こうした状況を踏まえ、同社は基幹システムについて、アーキテクチャを含めた抜本的な刷新を決断。「Fit to Standard」を基本方針としてできる限り業務の標準化を進め、ERPでカバーできる領域はERPの刷新で対応、ERPフロントについても人事給与や勤怠管理、経費精算など全社共通の領域はSaaSやパッケージソフトを活用することにした。一方で、こうした既存のパッケージ製品で対応が難しい事業領域の業務については、ローコード開発プラットフォームを使った独自開発で対応し、このプラットフォームを中心に各システムや機能モジュールが柔軟に連携できる仕組みづくりを目指した。
プロジェクト全体の進め方としては、SAPのサポート終了期限を考慮し、ERPはハードウェアの更改でひとまずの延命を図り、OSとハードウェアの保守切れなどで運用の継続が限界に近づいていたERPフロントを優先的に刷新することにした。intra-martは従来システムのERPフロントにも採用されていたが、アーキテクチャの刷新を伴うシステム更改ということもあり、ERPフロントの核となるローコード開発プラットフォームはゼロベースで選定を進めた。
同社は外部ベンダーへの依存度を下げ、システムのブラックボックス化を避けるために内製の拡大に注力しており、intra-martの採用にあたっては、内製に適した開発効率や保守性の高さを評価。同業界での活用実績や、提供ベンダーの経営の安定性といった同社の選定基準も満たしていたという。さらに、ワークフロー機能の充実や、長年の利用実績に基づく製品とベンダーへの信頼感なども採用を後押ししたとしている。
また、同社グループは140以上のグループ会社で構成され、新たな基幹システムと周辺システムは、将来的に1万人以上が使うことを想定している。intra-martはアプリケーションサーバーのCPU単位で課金されるため、ユーザー数に比例してコストが加算される製品・サービスに比べてコスト面での優位性も大きかったという。

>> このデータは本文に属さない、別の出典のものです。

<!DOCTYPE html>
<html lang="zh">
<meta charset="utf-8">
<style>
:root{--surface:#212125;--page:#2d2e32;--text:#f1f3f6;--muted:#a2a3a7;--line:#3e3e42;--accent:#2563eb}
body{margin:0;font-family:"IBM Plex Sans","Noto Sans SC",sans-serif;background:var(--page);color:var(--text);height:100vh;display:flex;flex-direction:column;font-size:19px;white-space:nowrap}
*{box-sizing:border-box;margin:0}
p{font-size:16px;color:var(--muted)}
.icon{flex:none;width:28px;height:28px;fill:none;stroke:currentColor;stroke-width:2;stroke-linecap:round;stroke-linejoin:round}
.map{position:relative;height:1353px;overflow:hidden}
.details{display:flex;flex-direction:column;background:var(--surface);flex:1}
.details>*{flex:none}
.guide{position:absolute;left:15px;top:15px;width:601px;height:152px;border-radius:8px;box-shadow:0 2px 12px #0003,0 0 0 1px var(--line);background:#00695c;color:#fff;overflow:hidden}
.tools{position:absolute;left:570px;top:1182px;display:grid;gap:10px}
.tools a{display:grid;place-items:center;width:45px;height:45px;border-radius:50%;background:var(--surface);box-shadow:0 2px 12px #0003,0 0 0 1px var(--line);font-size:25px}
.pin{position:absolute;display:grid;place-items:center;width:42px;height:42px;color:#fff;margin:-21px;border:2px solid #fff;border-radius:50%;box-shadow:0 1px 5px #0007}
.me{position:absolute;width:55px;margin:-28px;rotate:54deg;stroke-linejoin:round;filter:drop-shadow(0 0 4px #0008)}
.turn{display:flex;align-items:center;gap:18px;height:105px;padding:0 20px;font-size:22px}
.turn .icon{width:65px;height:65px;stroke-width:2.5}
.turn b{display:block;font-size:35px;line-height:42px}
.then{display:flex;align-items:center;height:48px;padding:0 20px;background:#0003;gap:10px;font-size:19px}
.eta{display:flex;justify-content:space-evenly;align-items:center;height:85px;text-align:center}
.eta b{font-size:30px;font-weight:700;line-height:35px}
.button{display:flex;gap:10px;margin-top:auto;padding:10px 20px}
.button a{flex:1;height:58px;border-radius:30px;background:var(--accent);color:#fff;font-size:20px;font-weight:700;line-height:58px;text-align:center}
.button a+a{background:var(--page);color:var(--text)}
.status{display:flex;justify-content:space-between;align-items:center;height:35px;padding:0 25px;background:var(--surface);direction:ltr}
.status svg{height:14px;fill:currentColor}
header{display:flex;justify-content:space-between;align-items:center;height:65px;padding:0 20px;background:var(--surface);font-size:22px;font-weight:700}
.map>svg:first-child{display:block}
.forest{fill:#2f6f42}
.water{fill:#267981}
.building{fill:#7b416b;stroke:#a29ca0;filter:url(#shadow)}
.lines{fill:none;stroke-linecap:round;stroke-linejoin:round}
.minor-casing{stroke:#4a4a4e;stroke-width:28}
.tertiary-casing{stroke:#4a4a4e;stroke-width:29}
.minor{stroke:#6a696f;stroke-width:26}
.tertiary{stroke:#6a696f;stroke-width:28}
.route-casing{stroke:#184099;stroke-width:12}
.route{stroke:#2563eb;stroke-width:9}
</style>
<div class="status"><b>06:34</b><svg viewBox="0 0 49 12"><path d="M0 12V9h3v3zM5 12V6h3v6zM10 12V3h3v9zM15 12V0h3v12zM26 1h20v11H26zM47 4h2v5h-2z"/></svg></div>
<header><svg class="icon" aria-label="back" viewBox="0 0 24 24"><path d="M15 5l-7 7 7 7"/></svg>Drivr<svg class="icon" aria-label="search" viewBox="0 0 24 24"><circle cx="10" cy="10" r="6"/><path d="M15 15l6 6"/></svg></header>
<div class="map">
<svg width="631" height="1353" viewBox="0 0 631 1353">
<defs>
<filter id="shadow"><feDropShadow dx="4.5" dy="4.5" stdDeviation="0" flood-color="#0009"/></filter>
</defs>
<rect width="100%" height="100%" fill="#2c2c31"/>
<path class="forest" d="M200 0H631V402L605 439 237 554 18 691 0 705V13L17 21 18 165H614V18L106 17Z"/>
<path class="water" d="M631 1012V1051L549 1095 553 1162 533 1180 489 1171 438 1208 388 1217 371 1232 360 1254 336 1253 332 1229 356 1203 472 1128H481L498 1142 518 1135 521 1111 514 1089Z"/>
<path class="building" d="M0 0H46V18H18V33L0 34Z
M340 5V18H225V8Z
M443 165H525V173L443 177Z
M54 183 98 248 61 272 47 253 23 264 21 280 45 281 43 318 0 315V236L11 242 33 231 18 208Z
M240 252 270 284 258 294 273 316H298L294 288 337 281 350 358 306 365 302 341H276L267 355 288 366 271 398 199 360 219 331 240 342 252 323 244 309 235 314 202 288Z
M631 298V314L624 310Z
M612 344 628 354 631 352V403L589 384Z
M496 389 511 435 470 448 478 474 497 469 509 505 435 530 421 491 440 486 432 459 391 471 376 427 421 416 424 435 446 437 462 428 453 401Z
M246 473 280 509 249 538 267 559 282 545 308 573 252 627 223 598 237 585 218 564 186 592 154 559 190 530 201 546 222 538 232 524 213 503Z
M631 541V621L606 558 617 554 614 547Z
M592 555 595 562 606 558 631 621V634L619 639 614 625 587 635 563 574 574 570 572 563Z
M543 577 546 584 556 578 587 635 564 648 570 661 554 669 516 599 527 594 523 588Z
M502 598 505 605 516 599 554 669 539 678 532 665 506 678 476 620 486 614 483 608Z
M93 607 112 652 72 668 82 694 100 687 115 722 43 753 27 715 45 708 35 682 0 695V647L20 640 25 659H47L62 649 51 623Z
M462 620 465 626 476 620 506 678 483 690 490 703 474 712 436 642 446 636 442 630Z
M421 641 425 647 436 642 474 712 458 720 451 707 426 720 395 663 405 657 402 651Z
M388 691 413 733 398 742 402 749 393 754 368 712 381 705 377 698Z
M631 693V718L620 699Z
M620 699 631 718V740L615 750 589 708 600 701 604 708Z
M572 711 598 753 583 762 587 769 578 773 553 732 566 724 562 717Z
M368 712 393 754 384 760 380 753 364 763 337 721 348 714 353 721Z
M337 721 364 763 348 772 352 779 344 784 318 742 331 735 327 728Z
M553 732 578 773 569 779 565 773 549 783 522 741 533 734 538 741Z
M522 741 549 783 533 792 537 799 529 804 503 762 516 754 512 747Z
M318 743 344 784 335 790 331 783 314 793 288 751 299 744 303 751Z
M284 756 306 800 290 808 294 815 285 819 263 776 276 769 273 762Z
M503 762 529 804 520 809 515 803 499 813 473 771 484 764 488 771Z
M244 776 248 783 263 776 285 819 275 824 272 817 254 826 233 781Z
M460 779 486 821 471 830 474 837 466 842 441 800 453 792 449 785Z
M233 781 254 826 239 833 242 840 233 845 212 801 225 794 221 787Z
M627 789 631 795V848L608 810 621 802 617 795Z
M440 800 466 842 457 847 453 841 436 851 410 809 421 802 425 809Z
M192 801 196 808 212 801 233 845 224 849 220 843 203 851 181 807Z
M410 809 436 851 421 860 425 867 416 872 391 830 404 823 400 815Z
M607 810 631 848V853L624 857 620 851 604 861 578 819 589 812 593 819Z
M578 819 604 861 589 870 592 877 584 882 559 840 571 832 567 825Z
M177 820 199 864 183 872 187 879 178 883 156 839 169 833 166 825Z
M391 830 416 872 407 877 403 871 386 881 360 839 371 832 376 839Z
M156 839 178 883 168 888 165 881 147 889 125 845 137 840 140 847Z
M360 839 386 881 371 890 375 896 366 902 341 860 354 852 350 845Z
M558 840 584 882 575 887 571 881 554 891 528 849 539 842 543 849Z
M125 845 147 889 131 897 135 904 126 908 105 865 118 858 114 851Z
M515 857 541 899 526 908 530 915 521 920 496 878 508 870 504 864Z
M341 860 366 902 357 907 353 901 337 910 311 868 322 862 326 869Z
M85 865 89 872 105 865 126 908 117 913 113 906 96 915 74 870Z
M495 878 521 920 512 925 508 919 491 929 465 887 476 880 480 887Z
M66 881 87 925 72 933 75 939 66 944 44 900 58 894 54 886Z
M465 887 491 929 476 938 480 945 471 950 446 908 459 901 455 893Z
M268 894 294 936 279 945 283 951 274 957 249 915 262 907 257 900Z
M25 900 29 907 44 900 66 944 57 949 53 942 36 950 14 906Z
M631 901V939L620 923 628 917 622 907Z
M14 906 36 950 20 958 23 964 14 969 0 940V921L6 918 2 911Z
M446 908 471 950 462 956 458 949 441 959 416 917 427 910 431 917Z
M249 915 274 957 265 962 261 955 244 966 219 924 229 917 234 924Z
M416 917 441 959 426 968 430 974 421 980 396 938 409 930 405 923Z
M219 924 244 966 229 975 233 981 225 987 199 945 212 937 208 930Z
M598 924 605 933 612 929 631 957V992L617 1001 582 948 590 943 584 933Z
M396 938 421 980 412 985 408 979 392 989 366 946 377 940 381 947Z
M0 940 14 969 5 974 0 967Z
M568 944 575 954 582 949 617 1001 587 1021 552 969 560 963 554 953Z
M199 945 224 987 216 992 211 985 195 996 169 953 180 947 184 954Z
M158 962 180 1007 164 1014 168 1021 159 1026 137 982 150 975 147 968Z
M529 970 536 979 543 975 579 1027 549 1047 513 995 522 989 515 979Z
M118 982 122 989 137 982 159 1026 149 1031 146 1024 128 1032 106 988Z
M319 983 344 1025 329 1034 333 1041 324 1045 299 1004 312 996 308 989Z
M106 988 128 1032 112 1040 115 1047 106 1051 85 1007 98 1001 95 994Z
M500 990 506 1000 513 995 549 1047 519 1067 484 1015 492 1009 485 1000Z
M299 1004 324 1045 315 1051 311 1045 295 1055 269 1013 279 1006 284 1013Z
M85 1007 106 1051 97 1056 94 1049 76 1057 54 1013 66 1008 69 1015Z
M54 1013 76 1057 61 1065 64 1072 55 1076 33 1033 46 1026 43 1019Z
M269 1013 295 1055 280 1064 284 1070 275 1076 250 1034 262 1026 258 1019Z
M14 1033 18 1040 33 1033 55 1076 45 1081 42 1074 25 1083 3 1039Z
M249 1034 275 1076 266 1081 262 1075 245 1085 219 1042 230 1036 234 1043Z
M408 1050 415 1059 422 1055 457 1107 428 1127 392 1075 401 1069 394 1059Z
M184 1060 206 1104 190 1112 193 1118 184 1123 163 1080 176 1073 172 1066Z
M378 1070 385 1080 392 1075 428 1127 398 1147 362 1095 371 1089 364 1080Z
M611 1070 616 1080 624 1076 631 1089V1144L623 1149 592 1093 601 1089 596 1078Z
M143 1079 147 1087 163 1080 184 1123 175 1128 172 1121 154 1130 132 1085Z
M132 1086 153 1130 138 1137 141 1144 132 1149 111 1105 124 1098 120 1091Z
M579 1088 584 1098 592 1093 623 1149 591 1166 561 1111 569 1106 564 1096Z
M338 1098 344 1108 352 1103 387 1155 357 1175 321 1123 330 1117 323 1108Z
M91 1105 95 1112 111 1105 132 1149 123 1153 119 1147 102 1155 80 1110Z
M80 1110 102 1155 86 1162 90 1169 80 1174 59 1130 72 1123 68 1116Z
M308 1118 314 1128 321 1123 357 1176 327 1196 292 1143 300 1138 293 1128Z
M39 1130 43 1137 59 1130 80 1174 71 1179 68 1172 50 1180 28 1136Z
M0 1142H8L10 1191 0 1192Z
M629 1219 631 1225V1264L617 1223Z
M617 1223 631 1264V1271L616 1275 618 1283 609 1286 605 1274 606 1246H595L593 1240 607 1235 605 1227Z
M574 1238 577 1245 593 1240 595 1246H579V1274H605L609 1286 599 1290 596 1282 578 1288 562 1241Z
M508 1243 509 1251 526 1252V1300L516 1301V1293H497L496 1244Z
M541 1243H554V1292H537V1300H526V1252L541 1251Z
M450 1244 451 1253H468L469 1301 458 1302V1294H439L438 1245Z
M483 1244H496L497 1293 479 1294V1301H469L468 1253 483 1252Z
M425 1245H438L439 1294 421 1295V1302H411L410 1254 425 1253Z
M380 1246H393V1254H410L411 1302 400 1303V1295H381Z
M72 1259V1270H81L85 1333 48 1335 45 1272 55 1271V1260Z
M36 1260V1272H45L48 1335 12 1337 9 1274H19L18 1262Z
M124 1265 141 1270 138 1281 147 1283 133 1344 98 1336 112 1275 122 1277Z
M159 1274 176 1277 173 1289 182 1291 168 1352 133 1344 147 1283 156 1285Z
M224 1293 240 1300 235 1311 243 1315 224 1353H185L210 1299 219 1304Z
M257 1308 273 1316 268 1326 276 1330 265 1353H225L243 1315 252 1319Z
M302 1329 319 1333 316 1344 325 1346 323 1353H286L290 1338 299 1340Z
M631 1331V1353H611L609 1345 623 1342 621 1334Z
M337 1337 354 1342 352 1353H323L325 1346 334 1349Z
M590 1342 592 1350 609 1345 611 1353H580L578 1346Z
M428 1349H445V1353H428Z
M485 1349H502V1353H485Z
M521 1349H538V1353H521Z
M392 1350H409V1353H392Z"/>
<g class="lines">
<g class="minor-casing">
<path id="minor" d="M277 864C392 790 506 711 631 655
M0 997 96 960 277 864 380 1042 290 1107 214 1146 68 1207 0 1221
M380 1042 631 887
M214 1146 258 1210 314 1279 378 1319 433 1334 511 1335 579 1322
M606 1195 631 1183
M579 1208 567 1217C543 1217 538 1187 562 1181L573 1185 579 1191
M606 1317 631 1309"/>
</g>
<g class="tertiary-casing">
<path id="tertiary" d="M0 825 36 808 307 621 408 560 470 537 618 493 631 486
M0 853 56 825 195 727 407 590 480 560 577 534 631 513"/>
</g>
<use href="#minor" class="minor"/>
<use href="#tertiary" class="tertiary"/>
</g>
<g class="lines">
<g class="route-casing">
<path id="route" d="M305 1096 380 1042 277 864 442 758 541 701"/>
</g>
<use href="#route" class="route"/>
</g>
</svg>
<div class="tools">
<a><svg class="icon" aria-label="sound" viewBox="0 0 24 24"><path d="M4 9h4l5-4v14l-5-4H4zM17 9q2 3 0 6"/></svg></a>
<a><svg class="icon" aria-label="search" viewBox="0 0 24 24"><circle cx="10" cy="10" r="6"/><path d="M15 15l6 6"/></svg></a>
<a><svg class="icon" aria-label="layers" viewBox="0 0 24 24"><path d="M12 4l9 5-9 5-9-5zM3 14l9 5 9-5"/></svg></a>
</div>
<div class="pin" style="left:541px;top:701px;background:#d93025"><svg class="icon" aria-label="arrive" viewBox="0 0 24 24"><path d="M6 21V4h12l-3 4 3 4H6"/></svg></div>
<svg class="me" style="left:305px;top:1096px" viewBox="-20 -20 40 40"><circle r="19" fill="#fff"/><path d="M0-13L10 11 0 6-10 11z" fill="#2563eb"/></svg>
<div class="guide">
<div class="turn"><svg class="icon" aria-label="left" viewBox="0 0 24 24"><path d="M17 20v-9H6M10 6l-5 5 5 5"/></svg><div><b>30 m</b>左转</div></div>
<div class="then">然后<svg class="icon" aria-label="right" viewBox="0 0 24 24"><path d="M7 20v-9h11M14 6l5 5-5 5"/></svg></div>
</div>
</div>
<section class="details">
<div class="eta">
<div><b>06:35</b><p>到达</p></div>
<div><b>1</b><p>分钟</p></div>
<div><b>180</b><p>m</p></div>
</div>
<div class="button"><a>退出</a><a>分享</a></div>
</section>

intra-martの導入は、まず社内稟議の汎用ワークフローから構築を開始。その後、原価管理、契約管理の順に内製開発を進めた。現在、グループ全体で約4000ユーザーがこれらのシステムを利用している。
エクシオグループはこのプロジェクトを通じて内製のノウハウを蓄積するとともに、8割以上の内製化率を実現し、開発期間の短縮とコスト削減につなげたとしている。また、システム開発の過程で業務の標準化を進めた結果、入力作業の削減やユーザビリティの大幅な向上を実現したという。
今後はコアERPの刷新に本腰を入れるとともに、intra-martをハブとして「グループ全体のシステムとデータを一気通貫で連携する仕組みを検討し、コンポーザブルな基幹系+周辺システムの完成を目指す」としている。